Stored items

* * * * *

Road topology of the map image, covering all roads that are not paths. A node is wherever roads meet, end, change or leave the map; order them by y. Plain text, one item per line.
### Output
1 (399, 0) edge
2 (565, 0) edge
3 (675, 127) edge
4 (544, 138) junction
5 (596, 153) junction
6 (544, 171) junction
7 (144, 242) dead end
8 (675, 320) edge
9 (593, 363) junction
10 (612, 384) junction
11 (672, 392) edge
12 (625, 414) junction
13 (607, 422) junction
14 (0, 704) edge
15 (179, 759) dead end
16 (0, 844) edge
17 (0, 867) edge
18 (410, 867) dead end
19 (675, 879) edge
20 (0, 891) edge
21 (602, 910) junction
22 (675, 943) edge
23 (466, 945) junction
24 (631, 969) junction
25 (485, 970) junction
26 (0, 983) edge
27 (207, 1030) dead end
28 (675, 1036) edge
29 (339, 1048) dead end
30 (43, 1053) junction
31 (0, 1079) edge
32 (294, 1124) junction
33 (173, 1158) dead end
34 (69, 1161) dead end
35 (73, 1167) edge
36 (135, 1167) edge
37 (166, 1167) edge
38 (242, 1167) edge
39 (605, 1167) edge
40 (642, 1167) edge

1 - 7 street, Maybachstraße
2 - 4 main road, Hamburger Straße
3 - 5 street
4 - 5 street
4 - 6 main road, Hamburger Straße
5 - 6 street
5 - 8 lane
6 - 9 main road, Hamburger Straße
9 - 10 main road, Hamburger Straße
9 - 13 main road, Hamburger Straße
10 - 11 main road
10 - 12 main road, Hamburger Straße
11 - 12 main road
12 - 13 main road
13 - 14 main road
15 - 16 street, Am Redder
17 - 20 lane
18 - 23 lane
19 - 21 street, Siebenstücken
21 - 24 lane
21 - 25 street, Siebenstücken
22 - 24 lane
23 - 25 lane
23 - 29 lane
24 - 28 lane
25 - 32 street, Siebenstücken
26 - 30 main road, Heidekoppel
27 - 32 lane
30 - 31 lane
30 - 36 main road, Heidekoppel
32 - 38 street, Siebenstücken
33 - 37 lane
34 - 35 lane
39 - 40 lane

* * * * *

**EXERCISE REQUIREMENTS:**
Every record above is to be copied exactly.

**OUTPUT OF THE EXERCISE:**
Road topology of the map image, covering all roads that are not paths. A node is wherever roads meet, end, change or leave the map; order them by y. Plain text, one item per line.
### Output
1 (399, 0) edge
2 (565, 0) edge
3 (675, 127) edge
4 (544, 138) junction
5 (596, 153) junction
6 (544, 171) junction
7 (144, 242) dead end
8 (675, 320) edge
9 (593, 363) junction
10 (612, 384) junction
11 (672, 392) edge
12 (625, 414) junction
13 (607, 422) junction
14 (0, 704) edge
15 (179, 759) dead end
16 (0, 844) edge
17 (0, 867) edge
18 (410, 867) dead end
19 (675, 879) edge
20 (0, 891) edge
21 (602, 910) junction
22 (675, 943) edge
23 (466, 945) junction
24 (631, 969) junction
25 (485, 970) junction
26 (0, 983) edge
27 (207, 1030) dead end
28 (675, 1036) edge
29 (339, 1048) dead end
30 (43, 1053) junction
31 (0, 1079) edge
32 (294, 1124) junction
33 (173, 1158) dead end
34 (69, 1161) dead end
35 (73, 1167) edge
36 (135, 1167) edge
37 (166, 1167) edge
38 (242, 1167) edge
39 (605, 1167) edge
40 (642, 1167) edge

1 - 7 street, Maybachstraße
2 - 4 main road, Hamburger Straße
3 - 5 street
4 - 5 street
4 - 6 main road, Hamburger Straße
5 - 6 street
5 - 8 lane
6 - 9 main road, Hamburger Straße
9 - 10 main road, Hamburger Straße
9 - 13 main road, Hamburger Straße
10 - 11 main road
10 - 12 main road, Hamburger Straße
11 - 12 main road
12 - 13 main road
13 - 14 main road
15 - 16 street, Am Redder
17 - 20 lane
18 - 23 lane
19 - 21 street, Siebenstücken
21 - 24 lane
21 - 25 street, Siebenstücken
22 - 24 lane
23 - 25 lane
23 - 29 lane
24 - 28 lane
25 - 32 street, Siebenstücken
26 - 30 main road, Heidekoppel
27 - 32 lane
30 - 31 lane
30 - 36 main road, Heidekoppel
32 - 38 street, Siebenstücken
33 - 37 lane
34 - 35 lane
39 - 40 lane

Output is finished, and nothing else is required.